Lecture 8 - Salmonella

Question 1

Salmonella enterica is a gram ______, ______ pathogen; gamma proteobacteria.

It is __-shaped and ____ (flagella surrounding).

Can live both inside a ____ and in the ______.

It has a _____ host range. What are they?

Answer 1

negative; opportunistic

rod; motile

host (intestinal tract); environment (water, soil, plants, human/animal excretion)

broad - humans & food animals, pets and wild animals (ducks, chickens, reptiles)

Question 2

What are the diseases that salmonella enterica cause?

Answer 2

1) it is one of the leading causes of FOODBORNE GASTROENTERITIS (food-poisoning related or can contract them from pets)

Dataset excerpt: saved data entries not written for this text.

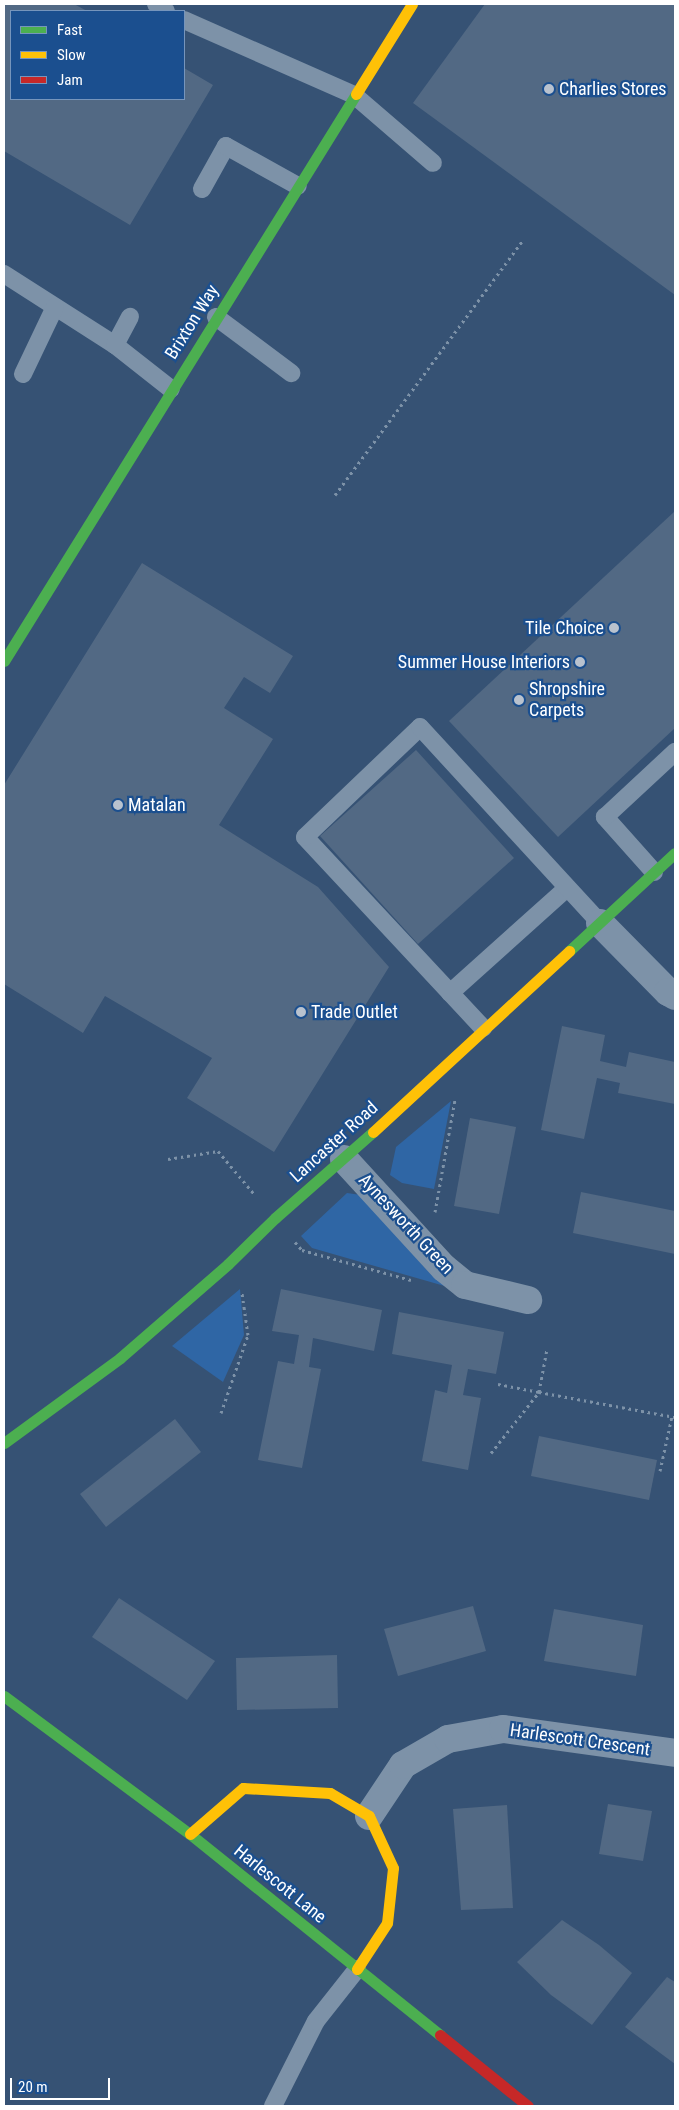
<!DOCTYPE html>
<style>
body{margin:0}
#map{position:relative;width:679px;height:2110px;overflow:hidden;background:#365274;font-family:"Roboto Condensed",sans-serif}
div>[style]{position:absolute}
.green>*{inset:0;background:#2f66a5}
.building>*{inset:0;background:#526984}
.path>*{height:3px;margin-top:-1.5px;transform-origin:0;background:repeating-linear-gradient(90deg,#7d92a8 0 2.5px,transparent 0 6.5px)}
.lane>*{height:18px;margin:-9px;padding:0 9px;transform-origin:9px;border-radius:9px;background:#7d92a8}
.street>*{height:28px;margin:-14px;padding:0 14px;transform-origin:14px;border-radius:14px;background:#7d92a8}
.fast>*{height:11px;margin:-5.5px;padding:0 5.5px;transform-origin:5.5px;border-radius:5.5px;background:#4caf50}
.slow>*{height:11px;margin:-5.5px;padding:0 5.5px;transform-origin:5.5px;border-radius:5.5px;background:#ffc107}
.jam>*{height:11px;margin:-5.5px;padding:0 5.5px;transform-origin:5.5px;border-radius:5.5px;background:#c62828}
.dots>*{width:14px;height:14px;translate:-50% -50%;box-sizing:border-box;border:2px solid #1b4f8f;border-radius:50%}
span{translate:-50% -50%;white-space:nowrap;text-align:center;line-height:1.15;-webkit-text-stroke:4.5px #1b4f8f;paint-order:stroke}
.poi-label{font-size:18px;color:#fff}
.left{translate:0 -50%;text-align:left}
.right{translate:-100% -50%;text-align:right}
.street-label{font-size:18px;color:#fff}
.frame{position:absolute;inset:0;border:5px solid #fff;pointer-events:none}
.legend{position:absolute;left:10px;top:10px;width:175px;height:90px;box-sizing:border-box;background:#1b4f8f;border:1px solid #7695bc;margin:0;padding:6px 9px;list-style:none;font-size:15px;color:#fff}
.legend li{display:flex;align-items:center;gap:10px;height:25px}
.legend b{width:25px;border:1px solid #7695bc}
.scale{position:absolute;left:10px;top:2078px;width:100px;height:22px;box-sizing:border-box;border:2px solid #fff;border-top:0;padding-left:6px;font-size:15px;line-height:18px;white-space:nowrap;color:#fff;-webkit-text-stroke:4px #1b4f8f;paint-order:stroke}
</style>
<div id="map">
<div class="green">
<i style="clip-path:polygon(451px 1101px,434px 1189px,402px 1183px,390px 1175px,396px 1147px)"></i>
<i style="clip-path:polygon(347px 1193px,361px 1195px,427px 1270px,444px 1278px,448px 1287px,312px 1248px,301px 1236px)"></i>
<i style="clip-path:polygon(240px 1289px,244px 1335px,223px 1382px,172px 1346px)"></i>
</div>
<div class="building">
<i style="clip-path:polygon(4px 4px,74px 4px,87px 11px,11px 11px,11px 99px,184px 99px,184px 68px,213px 85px,130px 225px,4px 151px)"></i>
<i style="clip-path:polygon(485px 4px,675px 4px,675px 295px,413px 103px)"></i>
<i style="clip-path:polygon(675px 511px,675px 728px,558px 837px,449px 721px)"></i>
<i style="clip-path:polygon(142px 563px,293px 656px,270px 693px,244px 677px,224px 708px,273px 739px,219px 825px,318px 887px,389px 967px,274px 1152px,187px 1098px,212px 1058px,105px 996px,83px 1033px,4px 984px,4px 785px)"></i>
<i style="clip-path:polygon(416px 750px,514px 858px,418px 944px,320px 836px)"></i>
<i style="clip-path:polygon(562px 1026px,605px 1035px,600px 1061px,626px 1067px,629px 1052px,675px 1062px,675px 1104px,618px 1093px,620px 1083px,597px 1078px,584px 1139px,541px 1130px)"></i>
<i style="clip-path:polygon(470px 1118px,516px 1127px,499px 1214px,454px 1206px)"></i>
<i style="clip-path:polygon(581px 1192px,675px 1211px,675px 1254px,573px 1233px)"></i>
<i style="clip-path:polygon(281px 1289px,382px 1310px,374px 1351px,313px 1338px,309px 1367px,321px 1369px,302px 1468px,258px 1460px,278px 1361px,294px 1364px,299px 1335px,272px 1331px)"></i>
<i style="clip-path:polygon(399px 1312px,504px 1332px,496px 1374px,468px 1369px,463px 1395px,481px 1398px,468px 1470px,422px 1461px,435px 1390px,447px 1393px,452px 1365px,392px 1354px)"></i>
<i style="clip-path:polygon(175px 1419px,201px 1452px,106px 1527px,80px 1494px)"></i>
<i style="clip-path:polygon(539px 1436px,657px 1460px,649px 1500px,531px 1476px)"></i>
<i style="clip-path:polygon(119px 1598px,215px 1661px,187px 1700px,92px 1637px)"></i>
<i style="clip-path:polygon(473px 1606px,486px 1651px,398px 1676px,384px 1629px)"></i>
<i style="clip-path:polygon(554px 1609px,643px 1625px,636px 1676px,544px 1661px)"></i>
<i style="clip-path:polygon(337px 1655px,338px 1708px,237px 1710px,236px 1658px)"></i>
<i style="clip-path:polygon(608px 1804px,652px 1811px,643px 1861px,599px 1854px)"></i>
<i style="clip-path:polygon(507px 1805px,513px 1908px,461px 1910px,453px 1809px)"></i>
<i style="clip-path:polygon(562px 1920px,599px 1945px,632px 1973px,592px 2025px,551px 1995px,517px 1962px)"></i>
<i style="clip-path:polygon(667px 1977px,675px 1982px,675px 2064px,625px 2027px)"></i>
</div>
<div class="path">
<i style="left:335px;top:495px;width:317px;rotate:-53.6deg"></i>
<i style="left:168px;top:1159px;width:51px;rotate:-9.1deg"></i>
<i style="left:218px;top:1151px;width:57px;rotate:49.9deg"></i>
<i style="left:435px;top:1212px;width:114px;rotate:-79.9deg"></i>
<i style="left:295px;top:1242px;width:11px;rotate:49deg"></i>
<i style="left:302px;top:1250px;width:113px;rotate:15.4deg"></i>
<i style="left:498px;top:1384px;width:42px;rotate:11deg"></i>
<i style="left:539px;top:1392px;width:44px;rotate:-79.5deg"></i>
<i style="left:221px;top:1413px;width:83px;rotate:-70.9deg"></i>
<i style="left:248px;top:1335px;width:42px;rotate:-98.1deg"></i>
<i style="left:491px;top:1453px;width:78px;rotate:-51.8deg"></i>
<i style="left:539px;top:1392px;width:138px;rotate:10.4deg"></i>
<i style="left:660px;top:1471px;width:56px;rotate:-77.7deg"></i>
</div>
<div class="lane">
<i style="left:156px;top:4px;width:12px;rotate:35deg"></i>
<i style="left:184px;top:20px;width:186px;rotate:23.8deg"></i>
<i style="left:354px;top:95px;width:104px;rotate:40.7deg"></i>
<i style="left:202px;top:189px;width:49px;rotate:-60.8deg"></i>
<i style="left:226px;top:146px;width:82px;rotate:29.1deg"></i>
<i style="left:4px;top:274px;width:132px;rotate:32.6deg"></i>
<i style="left:115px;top:345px;width:71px;rotate:38.2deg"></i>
<i style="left:216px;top:317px;width:94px;rotate:36.7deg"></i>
<i style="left:115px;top:345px;width:32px;rotate:-62deg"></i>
<i style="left:23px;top:374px;width:74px;rotate:-64.5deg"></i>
<i style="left:654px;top:872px;width:74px;rotate:-131.7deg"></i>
<i style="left:605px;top:817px;width:96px;rotate:-42.9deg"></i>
<i style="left:450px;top:993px;width:157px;rotate:-41.9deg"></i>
<i style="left:483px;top:1028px;width:261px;rotate:-133deg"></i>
<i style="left:305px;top:837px;width:159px;rotate:-43.7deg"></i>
<i style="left:420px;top:727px;width:266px;rotate:47.4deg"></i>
<i style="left:273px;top:2106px;width:95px;rotate:-63.2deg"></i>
<i style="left:316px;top:2021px;width:66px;rotate:-51.7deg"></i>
</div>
<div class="street">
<i style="left:600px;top:923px;width:97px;rotate:45.4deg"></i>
<i style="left:668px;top:992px;width:8px;rotate:30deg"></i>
<i style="left:344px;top:1159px;width:148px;rotate:47.5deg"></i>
<i style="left:444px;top:1268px;width:27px;rotate:39deg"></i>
<i style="left:465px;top:1285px;width:65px;rotate:13.4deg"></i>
<i style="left:369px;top:1816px;width:61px;rotate:-56.3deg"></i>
<i style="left:403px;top:1765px;width:52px;rotate:-30deg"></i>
<i style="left:448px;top:1739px;width:56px;rotate:-10.3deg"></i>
<i style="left:503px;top:1729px;width:174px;rotate:7.9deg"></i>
</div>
<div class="fast">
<i style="left:4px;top:661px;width:667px;rotate:-58.17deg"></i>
<i style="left:569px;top:951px;width:144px;rotate:-42.8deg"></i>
<i style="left:4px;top:1443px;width:144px;rotate:-36.2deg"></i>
<i style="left:120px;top:1358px;width:143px;rotate:-41deg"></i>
<i style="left:228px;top:1264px;width:66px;rotate:-44.4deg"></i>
<i style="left:275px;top:1218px;width:130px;rotate:-41.3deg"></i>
<i style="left:4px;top:1696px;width:232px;rotate:36.6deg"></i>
<i style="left:190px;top:1834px;width:321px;rotate:38.8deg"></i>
</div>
<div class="slow">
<i style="left:356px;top:94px;width:106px;rotate:-58.1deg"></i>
<i style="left:373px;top:1132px;width:267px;rotate:-42.7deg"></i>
<i style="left:190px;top:1834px;width:70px;rotate:-41deg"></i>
<i style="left:243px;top:1788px;width:87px;rotate:3.3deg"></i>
<i style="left:330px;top:1793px;width:45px;rotate:30.5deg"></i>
<i style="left:369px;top:1816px;width:57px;rotate:65.2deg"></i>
<i style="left:393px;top:1868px;width:55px;rotate:96.2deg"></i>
<i style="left:387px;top:1923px;width:55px;rotate:123.1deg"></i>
</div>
<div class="jam">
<i style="left:440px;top:2035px;width:113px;rotate:38.9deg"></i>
</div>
<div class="dots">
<i style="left:549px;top:89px;background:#b9c2ce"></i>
<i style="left:614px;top:628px;background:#b9c2ce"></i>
<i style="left:580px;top:662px;background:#b9c2ce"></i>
<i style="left:519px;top:700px;background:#b9c2ce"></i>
<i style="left:118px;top:805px;background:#b9c2ce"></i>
<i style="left:301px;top:1012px;background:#b9c2ce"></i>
</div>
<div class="poi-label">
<span class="left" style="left:559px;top:89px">Charlies Stores</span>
<span class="right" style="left:604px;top:628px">Tile Choice</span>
<span class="right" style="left:570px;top:662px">Summer House Interiors</span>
<span class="left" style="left:529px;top:700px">Shropshire<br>Carpets</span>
<span class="left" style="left:128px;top:805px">Matalan</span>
<span class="left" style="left:311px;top:1012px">Trade Outlet</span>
</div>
<div class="street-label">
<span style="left:192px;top:322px;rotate:-58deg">Brixton Way</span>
<span style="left:334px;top:1142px;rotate:-42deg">Lancaster Road</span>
<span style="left:406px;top:1224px;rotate:47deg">Aynesworth Green</span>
<span style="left:580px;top:1740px;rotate:8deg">Harlescott Crescent</span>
<span style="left:280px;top:1884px;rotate:39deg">Harlescott Lane</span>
</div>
<div class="frame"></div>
<ul class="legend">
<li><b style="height:6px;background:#4caf50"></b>Fast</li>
<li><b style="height:6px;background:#ffc107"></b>Slow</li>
<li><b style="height:6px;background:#c62828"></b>Jam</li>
</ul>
<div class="scale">20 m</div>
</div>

2) TYPHOID FEVER (S. typhi causative agent)

Question 3

Which statement is false regarding salmonella enterica infection:

1) It has over 1.5 million cases/year in Canada and US (6 outbreaks in Canada in 2020 with 3 food-related).

2) Globally there are 90k deaths annualy.

3) Illness typically develops between 6 hours and 1 week after infection.

Answer 3

2!

270k deaths per year

Question 4

(T/F) only some parts of the world is affected by typhoid.

Answer 4

false! all parts affected.

Question 5

There are two types of Salmonella enterica serovar: ______ serovar and ______ serovar.

______ serovars (typhi, paratyphi, and sendai) are human restricted and cause _____ fever, fever, abdominal pain, transient diarrhoea, etc.

______ serovar (typhimurium, enteriditis) have a ____-range and cause ______, abdominal pain, vomitting, and inflammatory diarrhoea.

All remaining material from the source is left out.